3) repeat, repeat, repeat.

As this process is repeated, both in formal and informal practice, the pathways back to focused attention become stronger and stronger, as well as more familiar.

 

 

Many religions have this kind of approach; the most commonly known is yoga, accompanied by meditation. Currently, science has realized the potential benefits of mindfulness meditation and used it as an intervention. Today, the practice of mindfulness-based interventions is at an all-time high. Nevertheless, the results are equal to lifestyle modification therapies, psychotherapy, and medication. Still, the fact that patients can actively engage in something that brings them well-being and empowerment is appealing to those who engage it.

 

 

In 2016, Black and Slavich analyzed studies that involved mindfulness-based interventions and their effect on inflammatory markers.

 

IL-6: one study in female breast cancer patients found lower levels of IL-6 after 6 weeks of mindful awareness practices.

 

IL-8: In a comparative study made with dwelling older patients between Mindful based stress reduction (MBSR) and exercise. Those patients that went through an 8-week course of MBSR showed higher levels of IL-8 in nasal secretions.

 

IL-10: IL-10 levels increased in patients with ulcerative colitis who participated in a study comparing MBSR and mind-body medicine.

 

TNF-a: The TNF-a levels were measured in patients with ulcerative colitis, and the studies found a marked reduction in TNF-a and lipopolysaccharides. Furthermore, the results were found to be dependent on the dosage and time of MBSR therapy.

IFN: Several studies have found that the number of different types of IFN’s increase after mindful awareness practice (MAP) and MBSR therapies. Both practices were applied to breast cancer patients.

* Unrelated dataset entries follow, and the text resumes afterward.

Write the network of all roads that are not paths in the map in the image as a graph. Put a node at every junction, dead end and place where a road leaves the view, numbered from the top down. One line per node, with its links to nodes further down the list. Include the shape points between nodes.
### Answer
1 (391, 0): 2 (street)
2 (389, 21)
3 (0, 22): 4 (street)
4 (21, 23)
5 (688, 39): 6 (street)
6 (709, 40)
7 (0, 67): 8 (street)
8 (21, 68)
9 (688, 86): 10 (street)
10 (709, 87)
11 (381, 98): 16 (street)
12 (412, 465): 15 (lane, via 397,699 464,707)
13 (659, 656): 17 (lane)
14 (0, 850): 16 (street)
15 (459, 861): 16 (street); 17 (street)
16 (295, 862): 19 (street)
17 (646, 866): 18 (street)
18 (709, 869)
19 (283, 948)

C-reactive protein: Also known as CRP, was measured in patients who had ulcerative colitis. These patients were intervened with MBSR; the findings conclude a marked reduction in CRP levels after this therapy type.

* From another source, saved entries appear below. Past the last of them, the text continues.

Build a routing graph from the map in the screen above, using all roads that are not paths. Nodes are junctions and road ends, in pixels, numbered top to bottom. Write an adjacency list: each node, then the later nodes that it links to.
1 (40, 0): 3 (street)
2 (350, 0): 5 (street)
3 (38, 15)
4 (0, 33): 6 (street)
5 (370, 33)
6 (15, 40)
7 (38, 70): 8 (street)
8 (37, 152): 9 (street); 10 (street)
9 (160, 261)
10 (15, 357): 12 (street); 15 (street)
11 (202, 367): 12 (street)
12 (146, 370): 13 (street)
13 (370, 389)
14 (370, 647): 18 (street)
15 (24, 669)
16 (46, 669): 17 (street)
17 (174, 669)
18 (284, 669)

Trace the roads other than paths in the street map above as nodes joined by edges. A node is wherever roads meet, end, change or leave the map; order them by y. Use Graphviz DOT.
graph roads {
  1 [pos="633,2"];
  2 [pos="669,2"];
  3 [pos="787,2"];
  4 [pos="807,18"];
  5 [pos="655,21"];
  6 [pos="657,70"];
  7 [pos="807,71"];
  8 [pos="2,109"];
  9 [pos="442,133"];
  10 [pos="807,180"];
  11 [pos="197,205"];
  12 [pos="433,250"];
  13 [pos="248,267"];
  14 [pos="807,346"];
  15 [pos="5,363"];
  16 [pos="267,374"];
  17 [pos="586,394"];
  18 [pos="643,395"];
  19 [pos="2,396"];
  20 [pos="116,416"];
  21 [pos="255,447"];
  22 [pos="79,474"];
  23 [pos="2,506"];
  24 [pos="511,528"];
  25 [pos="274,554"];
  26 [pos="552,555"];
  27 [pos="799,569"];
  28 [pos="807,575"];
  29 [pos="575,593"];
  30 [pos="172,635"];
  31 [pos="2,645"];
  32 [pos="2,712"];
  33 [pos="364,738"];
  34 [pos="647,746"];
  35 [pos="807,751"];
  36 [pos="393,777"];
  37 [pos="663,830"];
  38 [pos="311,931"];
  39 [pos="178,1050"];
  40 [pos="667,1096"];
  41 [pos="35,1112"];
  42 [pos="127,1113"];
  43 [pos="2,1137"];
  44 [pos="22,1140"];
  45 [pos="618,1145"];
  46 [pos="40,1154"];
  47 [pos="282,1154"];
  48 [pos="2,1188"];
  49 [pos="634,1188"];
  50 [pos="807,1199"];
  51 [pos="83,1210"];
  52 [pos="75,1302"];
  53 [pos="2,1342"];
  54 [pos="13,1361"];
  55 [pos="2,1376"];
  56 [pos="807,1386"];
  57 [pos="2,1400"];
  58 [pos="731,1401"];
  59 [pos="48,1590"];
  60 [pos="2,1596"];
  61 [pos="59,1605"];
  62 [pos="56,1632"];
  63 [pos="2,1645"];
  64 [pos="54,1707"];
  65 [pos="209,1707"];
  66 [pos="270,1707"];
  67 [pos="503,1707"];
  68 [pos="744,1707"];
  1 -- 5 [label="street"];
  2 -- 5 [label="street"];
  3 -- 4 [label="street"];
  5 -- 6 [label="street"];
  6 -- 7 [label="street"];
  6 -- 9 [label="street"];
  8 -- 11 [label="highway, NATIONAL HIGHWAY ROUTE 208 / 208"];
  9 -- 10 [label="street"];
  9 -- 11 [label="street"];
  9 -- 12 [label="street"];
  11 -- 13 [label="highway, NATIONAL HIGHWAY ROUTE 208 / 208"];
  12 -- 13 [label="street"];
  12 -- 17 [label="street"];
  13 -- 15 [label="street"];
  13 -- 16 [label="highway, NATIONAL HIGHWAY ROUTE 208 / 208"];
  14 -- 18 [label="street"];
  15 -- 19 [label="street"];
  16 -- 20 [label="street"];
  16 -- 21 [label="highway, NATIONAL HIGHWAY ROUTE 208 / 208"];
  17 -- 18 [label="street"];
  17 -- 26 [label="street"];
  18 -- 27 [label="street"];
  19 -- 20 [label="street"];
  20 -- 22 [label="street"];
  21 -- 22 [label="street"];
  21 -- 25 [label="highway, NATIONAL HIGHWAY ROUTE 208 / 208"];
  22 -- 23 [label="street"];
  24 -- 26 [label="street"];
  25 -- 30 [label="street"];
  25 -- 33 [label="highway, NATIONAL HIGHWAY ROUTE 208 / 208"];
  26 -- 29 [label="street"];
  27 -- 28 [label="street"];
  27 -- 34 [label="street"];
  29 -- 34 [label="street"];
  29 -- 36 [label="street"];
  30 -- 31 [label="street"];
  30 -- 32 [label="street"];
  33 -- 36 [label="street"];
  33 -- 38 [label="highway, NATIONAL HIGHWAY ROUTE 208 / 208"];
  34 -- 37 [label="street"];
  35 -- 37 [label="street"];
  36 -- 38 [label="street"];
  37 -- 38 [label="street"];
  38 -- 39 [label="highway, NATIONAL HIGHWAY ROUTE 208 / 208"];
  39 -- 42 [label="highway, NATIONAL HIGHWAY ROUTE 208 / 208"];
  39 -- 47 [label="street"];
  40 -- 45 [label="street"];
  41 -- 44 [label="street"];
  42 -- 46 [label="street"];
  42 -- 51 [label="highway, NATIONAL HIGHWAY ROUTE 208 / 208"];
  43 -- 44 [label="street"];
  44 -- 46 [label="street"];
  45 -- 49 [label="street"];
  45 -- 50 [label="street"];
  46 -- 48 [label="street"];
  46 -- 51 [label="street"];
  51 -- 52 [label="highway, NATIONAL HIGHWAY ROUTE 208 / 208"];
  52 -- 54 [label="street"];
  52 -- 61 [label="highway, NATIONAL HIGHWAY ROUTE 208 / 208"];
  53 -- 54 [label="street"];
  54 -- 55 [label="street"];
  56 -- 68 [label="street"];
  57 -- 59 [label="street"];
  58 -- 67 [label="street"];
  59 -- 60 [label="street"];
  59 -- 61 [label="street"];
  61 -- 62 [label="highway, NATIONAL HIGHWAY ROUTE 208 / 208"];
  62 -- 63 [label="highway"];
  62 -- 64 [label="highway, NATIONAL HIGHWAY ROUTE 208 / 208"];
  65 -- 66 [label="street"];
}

Furthermore, the effects of mindful awareness practices have been studied in community-dwelling older patients diagnosed with mild cognitive impairment (MCI). In summary, the MAP therapy was integrated into the treatment because there are no discoveries in this condition’s care known to lead to Alzheimer’s and dementia.

Also, there are previously reported improvements in psychiatric conditions and dementia linked to mindfulness.

Psychiatric disorders and MAP
Depression.
Social anxiety.
Obsessive-compulsive disorder.
Bipolar disorder.
Addiction.

Furthermore, the beneficial effects of mindfulness therapies in MCI have been studied in detail, finding a link between MAPs and neuroplasticity, eventually reducing the risk of developing cerebrovascular disease and neurodegeneration.

Eventually, it has been found that the beneficial effects are linked to the modulation of the inflammatory response. Therefore, Kheng and colleagues compared the MAP to a health education program that included the monitoring of diabetes and hypertension markers, medication, sleep, anxiety, healthy diet, and stress coping mechanisms. This study aimed to measure inflammatory markers like CRP, IL-1B, IL-6, and cortisol.

Finally, the study concluded that MAP improved inflammatory markers when compared to the health education program. Furthermore, some of the findings showed a decrease in CRP levels; this protein was lower in females than in males. Nevertheless, IL-6 and IL-1B levels improved in males after a 3-month period of MAP therapy.

In conclusion, mindfulness practices are an important tool to empower the patient and impact the inflammation pathway. The research corroborates the empirical findings already reported and implies that the intervention with this type of treatment should be part of the care guidelines. Patients with a high risk of developing chronic inflammation or chronic disease should ask their health care provider to integrate this into their treatment.-Ana Paola Rodríguez Arciniega. Master in Clinical Nutrition.

Black, David S., and George M. Slavich. “Mindfulness meditation and the immune system: a systematic review of randomized controlled trials.” Annals of the New York Academy of Sciences 1373.1 (2016): 13.

Ng, Ted Kheng Siang, et al. “Mindfulness improves inflammatory biomarker levels in older adults with mild cognitive impairment: a randomized controlled trial.” Translational psychiatry 10.1 (2020): 1-14.